In 2010, the CJDSS was evaluated, as part of the evaluation of the Prion Diseases Program of which it forms part.

In 2011, a novel case of CJD that was detected in an immigrant patient from Saudi Arabia and noticed by the CJDSS in the Canada Communicable Disease Report, prompted the Canadian Blood Services and Hema-Quebec to issue deferral orders for blood donors from the middle eastern country.

In 2013, Coulthart et al. described at an academic conference Creutzfeldt-Jakob disease reporting in Canada.

By 2014, "all human prion diseases [were] provincially reportable [at least in Newfoundland and Labrador] and nationally notifiable in Canada."

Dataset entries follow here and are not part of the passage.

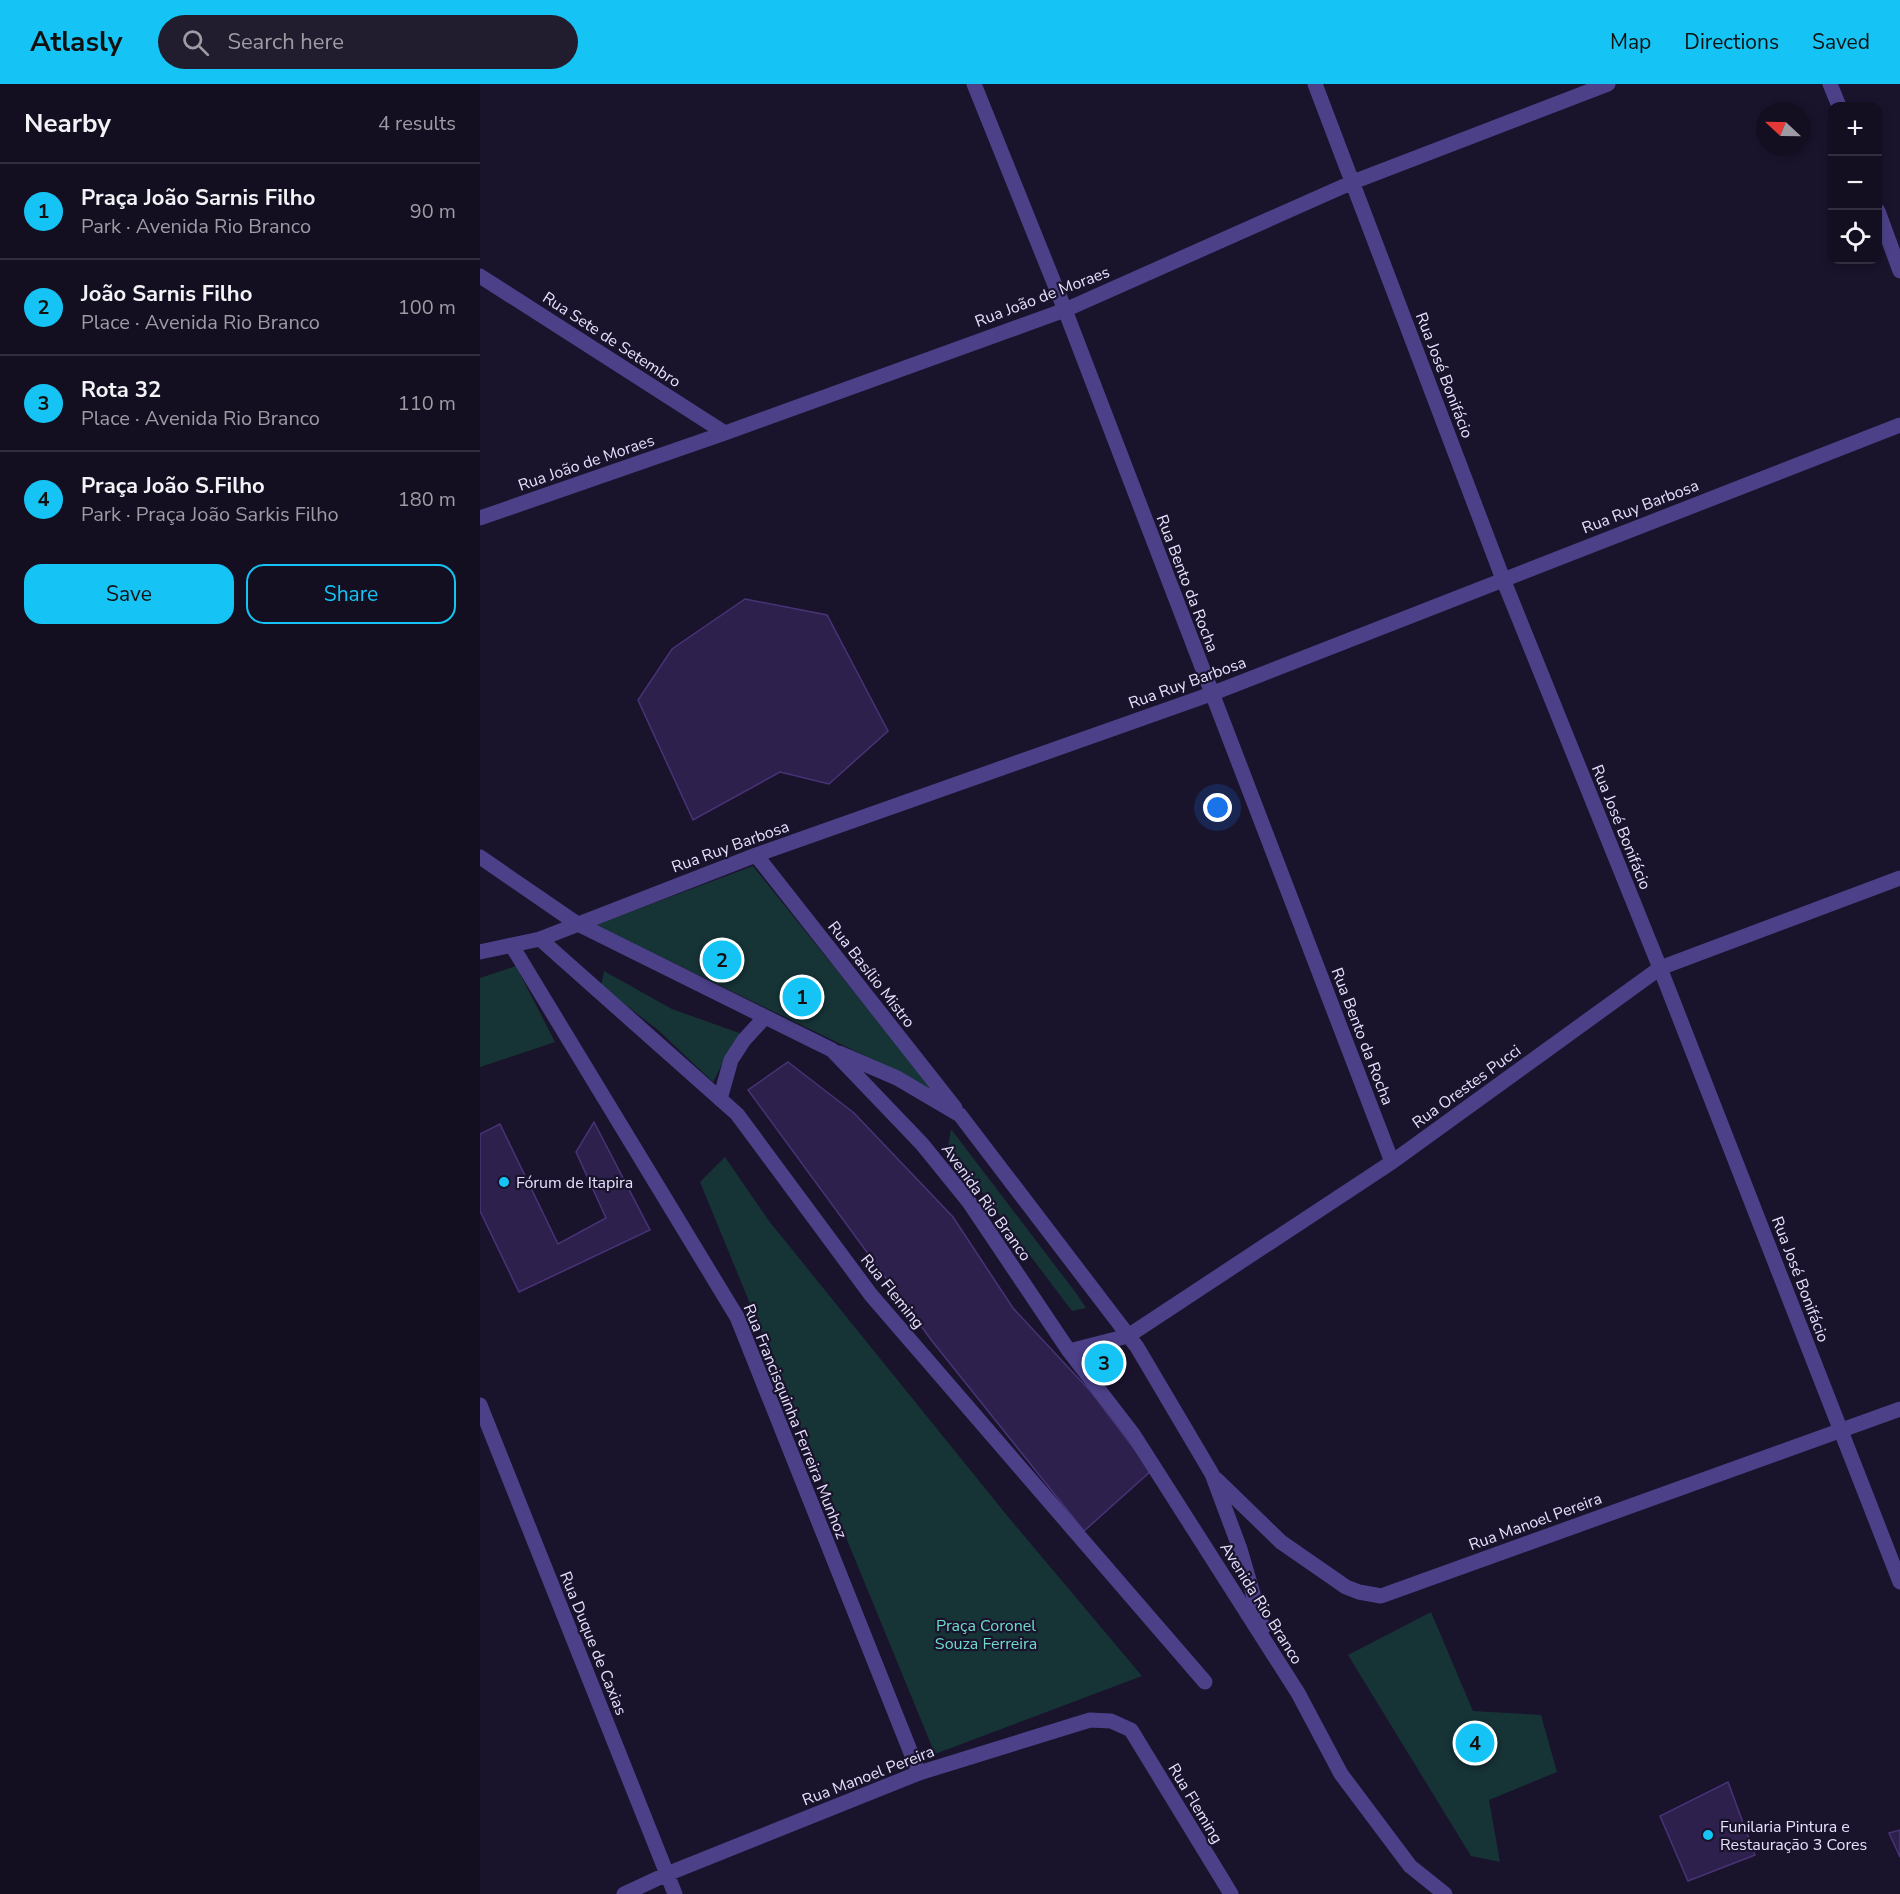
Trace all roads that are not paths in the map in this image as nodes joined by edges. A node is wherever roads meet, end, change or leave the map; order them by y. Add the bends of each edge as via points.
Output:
1 (974, 84) edge
2 (1315, 84) edge
3 (1608, 84) edge
4 (1830, 84) edge
5 (1837, 102) edge
6 (1353, 182) junction
7 (1882, 222) edge
8 (1900, 271) edge
9 (480, 276) edge
10 (1065, 310) junction
11 (1900, 425) edge
12 (725, 433) junction
13 (480, 518) edge
14 (1503, 579) junction
15 (1211, 694) junction
16 (756, 855) junction
17 (480, 858) edge
18 (1900, 878) edge
19 (576, 923) junction
20 (540, 939) junction
21 (512, 946) junction
22 (480, 952) edge
23 (1660, 968) junction
24 (765, 1017) junction
25 (832, 1050) junction
26 (720, 1099) junction
27 (960, 1115) junction
28 (1392, 1162) junction
29 (1128, 1336) junction
30 (1068, 1351) junction
31 (480, 1405) edge
32 (1900, 1409) edge
33 (1840, 1430) junction
34 (1212, 1474) junction
35 (1900, 1582) edge
36 (1268, 1646) junction
37 (1204, 1682) dead end
38 (1131, 1730) joint
39 (919, 1773) junction
40 (667, 1874) junction
41 (624, 1894) edge
42 (675, 1894) edge
43 (1231, 1894) edge
44 (1445, 1894) edge

1 - 10 street, Rua Bento da Rocha
2 - 6 street, Rua José Bonifácio
3 - 6 street, Rua João de Moraes
4 - 5 street
6 - 10 street, Rua João de Moraes
6 - 14 street, Rua José Bonifácio
7 - 8 street
9 - 12 street, Rua Sete de Setembro
10 - 12 street, Rua João de Moraes
10 - 15 street, Rua Bento da Rocha
11 - 14 street, Rua Ruy Barbosa
12 - 13 street, Rua João de Moraes
14 - 15 street, Rua Ruy Barbosa
14 - 23 street, Rua José Bonifácio
15 - 16 street, Rua Ruy Barbosa
15 - 28 street, Rua Bento da Rocha
16 - 19 street, Rua Ruy Barbosa
16 - 27 street, Rua Basílio Mistro
17 - 19 street, Avenida Rio Branco
18 - 23 street, Rua Orestes Pucci
19 - 20 street, Rua Ruy Barbosa
19 - 24 street, Avenida Rio Branco
20 - 21 street, Rua Ruy Barbosa
20 - 26 street, Rua Fleming
21 - 22 street, Rua Ruy Barbosa
21 - 39 street, Rua Francisquinha Ferreira Munhoz via 737,1317
23 - 28 street, Rua Orestes Pucci
23 - 33 street, Rua José Bonifácio
24 - 25 street, Avenida Rio Branco
24 - 26 street via 731,1060
25 - 27 street via 897,1078
25 - 30 street, Avenida Rio Branco via 922,1144 969,1202
26 - 37 street, Rua Fleming via 737,1114 871,1295
27 - 29 street, Rua Basílio Mistro
28 - 29 street, Rua Orestes Pucci
29 - 30 street, Rua Orestes Pucci
29 - 34 street, Rua Basílio Mistro
30 - 36 street, Avenida Rio Branco via 1133,1434
31 - 40 street, Rua Duque de Caxias
32 - 33 street, Rua Manoel Pereira
33 - 34 street, Rua Manoel Pereira via 1382,1596 1346,1587 1290,1548
33 - 35 street, Rua José Bonifácio
34 - 36 street via 1240,1549
36 - 44 street, Avenida Rio Branco via 1341,1774 1410,1866
38 - 39 street, Rua Manoel Pereira via 1111,1721 1090,1720
38 - 43 street, Rua Fleming
39 - 40 street, Rua Manoel Pereira
40 - 41 street, Rua Manoel Pereira
40 - 42 street, Rua Duque de Caxias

In 2017, Fan, Deilgat and Speechley wrote that "the role of the CJDSS is to assist in the investigation and diagnosis of suspected cases of CJD in Canada, provide support to patients and health care providers, and ultimately protect the health of Canadians by reducing the risk of CJD transmission."

In budget year 2019–20, the CJDSS advertised that it sought autopsy services in the National Capital Region.